El representante del centrocampista galo, Alain Migliaccio, ha sentenciado que Zidane le ha comentado que Materazzi le dijo algo "muy serio" aunque, según parece, el francés no ha revelado, ni a su propio agente, el calibre de los insultos.
No obstante, la prensa internacional no ha tardado en especular sobre las posibles causas de la agresión. En Francia se comenta que el azurro insultó a la madre de Zidane o que hizo alguna referencia a Argelia, país de origen de la familia del jugador galo, desde Brasil, la cadena de televisión Globo, afirma, después de consultar a especialistas en la lectura de labios, que el italiano llamó "prostituta" a la hermana de Zidane, mientras que The Guardian, desde Inglaterra, asegura que Materazzi llamó terrorista al francés.
Esta última teoría ha provocado la reacción inmediata de la organización SOS racismo que ha pedido a la FIFA que investigue las causas de la expulsión de Zidane. "Según varias fuentes muy bien informadas en el mundo del fútbol, parecería que el jugador italiano Marco Materazzi llamó a Zinedine Zidane sucio terrorista", ha manifestado la organización mediante un comunicado que añade que, de ser así, Materazzi habría hecho "manifestaciones racistas".
El jugador azurro, por su parte, ha sentenciado: "No es verdad, no le he llamado terrorista. Soy ignorante y no sé ni siquiera que quiere decir terrorista o islámico". Sin embargo, Materazzi ha reconocido que sí que insultó a Zidane, pese a que, ha asegurado que lo que le dijo es algo que se escucha "docenas de veces" en los terrenos de juego. "Le agarré de la camiseta sólo durante unos segundos y se volvió hacia a mí con burla, me miró y me dijo con arrogancia: 'si quieres mi camiseta te la doy después' y yo le contesté con un insulto, es verdad", ha sentenciado Materazzi para el diario la Gazetta dello Sport.

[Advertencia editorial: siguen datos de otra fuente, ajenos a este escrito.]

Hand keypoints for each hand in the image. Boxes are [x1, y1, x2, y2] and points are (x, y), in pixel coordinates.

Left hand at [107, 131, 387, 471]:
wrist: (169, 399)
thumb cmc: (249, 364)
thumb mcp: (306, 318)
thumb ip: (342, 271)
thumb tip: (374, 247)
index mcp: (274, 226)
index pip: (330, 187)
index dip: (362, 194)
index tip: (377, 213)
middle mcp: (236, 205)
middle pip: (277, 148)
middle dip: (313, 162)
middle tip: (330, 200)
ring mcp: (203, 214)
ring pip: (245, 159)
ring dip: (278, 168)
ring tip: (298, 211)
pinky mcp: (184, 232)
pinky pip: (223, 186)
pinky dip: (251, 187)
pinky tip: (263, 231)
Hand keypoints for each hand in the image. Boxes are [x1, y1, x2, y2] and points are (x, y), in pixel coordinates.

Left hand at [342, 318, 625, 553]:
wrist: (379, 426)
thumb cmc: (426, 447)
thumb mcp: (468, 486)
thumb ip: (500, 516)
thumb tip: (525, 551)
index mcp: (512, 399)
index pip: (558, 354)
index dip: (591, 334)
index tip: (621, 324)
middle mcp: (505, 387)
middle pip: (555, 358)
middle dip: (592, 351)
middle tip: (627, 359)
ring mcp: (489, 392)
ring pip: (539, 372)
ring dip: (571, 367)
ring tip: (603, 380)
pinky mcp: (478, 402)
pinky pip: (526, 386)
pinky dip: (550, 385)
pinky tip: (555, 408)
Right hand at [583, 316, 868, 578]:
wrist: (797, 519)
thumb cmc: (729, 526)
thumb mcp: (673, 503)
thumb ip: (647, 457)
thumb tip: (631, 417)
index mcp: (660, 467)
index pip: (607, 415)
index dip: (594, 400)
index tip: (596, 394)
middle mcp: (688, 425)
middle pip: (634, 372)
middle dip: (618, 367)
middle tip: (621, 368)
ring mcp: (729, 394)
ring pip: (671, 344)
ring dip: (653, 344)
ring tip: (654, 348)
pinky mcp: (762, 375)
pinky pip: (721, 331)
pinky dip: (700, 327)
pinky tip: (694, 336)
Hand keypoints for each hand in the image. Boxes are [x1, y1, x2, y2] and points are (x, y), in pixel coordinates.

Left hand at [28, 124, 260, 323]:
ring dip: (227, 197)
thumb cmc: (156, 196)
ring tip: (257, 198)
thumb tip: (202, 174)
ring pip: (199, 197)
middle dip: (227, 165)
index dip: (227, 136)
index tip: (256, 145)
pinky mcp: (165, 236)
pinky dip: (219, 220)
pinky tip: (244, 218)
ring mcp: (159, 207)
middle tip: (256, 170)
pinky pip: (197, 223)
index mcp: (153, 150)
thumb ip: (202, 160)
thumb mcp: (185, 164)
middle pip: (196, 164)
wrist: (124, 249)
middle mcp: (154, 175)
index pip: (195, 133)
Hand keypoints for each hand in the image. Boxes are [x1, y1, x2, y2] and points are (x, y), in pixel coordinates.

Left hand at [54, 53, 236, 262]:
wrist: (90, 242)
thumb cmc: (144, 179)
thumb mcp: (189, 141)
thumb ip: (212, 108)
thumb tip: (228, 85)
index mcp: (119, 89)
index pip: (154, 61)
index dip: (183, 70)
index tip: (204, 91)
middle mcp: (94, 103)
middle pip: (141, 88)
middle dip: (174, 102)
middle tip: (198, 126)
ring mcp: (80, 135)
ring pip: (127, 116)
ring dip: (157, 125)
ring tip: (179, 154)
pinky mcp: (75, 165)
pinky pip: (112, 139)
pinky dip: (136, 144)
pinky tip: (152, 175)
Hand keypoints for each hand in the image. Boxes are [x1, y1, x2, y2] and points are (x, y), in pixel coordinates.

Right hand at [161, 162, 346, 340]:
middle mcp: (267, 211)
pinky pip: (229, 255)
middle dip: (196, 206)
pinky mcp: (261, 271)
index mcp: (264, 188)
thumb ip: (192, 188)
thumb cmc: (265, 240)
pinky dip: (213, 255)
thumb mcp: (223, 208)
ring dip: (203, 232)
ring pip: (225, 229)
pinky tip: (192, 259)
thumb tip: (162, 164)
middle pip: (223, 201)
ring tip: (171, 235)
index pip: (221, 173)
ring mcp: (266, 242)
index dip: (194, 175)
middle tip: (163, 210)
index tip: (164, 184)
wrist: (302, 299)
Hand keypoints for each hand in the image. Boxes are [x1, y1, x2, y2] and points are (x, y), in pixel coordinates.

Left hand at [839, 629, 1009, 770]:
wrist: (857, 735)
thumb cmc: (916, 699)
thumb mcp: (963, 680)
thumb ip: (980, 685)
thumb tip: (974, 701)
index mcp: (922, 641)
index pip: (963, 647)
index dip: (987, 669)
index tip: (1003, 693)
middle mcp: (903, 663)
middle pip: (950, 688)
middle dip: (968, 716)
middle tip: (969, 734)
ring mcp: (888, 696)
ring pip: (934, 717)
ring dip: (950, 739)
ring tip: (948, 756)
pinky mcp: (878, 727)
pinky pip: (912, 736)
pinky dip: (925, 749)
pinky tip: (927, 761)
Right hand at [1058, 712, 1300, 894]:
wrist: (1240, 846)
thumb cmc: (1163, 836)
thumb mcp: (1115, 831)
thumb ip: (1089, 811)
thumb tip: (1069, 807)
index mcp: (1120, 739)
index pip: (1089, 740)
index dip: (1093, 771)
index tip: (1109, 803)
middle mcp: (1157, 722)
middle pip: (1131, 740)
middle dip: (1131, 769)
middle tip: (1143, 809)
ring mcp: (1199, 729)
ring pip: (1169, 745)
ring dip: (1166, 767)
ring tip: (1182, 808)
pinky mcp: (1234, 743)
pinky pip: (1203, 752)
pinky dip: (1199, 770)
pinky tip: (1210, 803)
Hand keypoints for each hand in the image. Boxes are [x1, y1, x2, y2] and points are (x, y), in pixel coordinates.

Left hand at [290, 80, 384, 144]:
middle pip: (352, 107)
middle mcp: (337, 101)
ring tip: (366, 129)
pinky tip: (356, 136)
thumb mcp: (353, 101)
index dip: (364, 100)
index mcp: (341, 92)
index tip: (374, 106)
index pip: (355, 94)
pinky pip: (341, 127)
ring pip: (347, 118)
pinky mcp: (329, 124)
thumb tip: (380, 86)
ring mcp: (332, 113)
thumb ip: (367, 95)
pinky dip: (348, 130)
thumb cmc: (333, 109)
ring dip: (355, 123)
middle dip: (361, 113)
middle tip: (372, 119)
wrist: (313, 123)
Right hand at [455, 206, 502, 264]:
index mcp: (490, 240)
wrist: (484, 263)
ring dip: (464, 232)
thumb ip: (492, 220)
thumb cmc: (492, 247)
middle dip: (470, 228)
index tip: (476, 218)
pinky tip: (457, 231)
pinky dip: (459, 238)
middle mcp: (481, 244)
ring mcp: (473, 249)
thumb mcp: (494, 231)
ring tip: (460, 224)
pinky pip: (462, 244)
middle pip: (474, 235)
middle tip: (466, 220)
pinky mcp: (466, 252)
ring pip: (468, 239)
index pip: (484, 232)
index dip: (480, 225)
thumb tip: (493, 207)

Probablemente, nunca se conocerán las palabras que pronunció Materazzi para provocar la ira del francés. No obstante, lo único cierto es que ese día se retiró del fútbol un jugador de una categoría al alcance de muy pocos y que, pese a que la acción no fue propia de un futbolista de su clase, Zidane será recordado por su increíble trayectoria.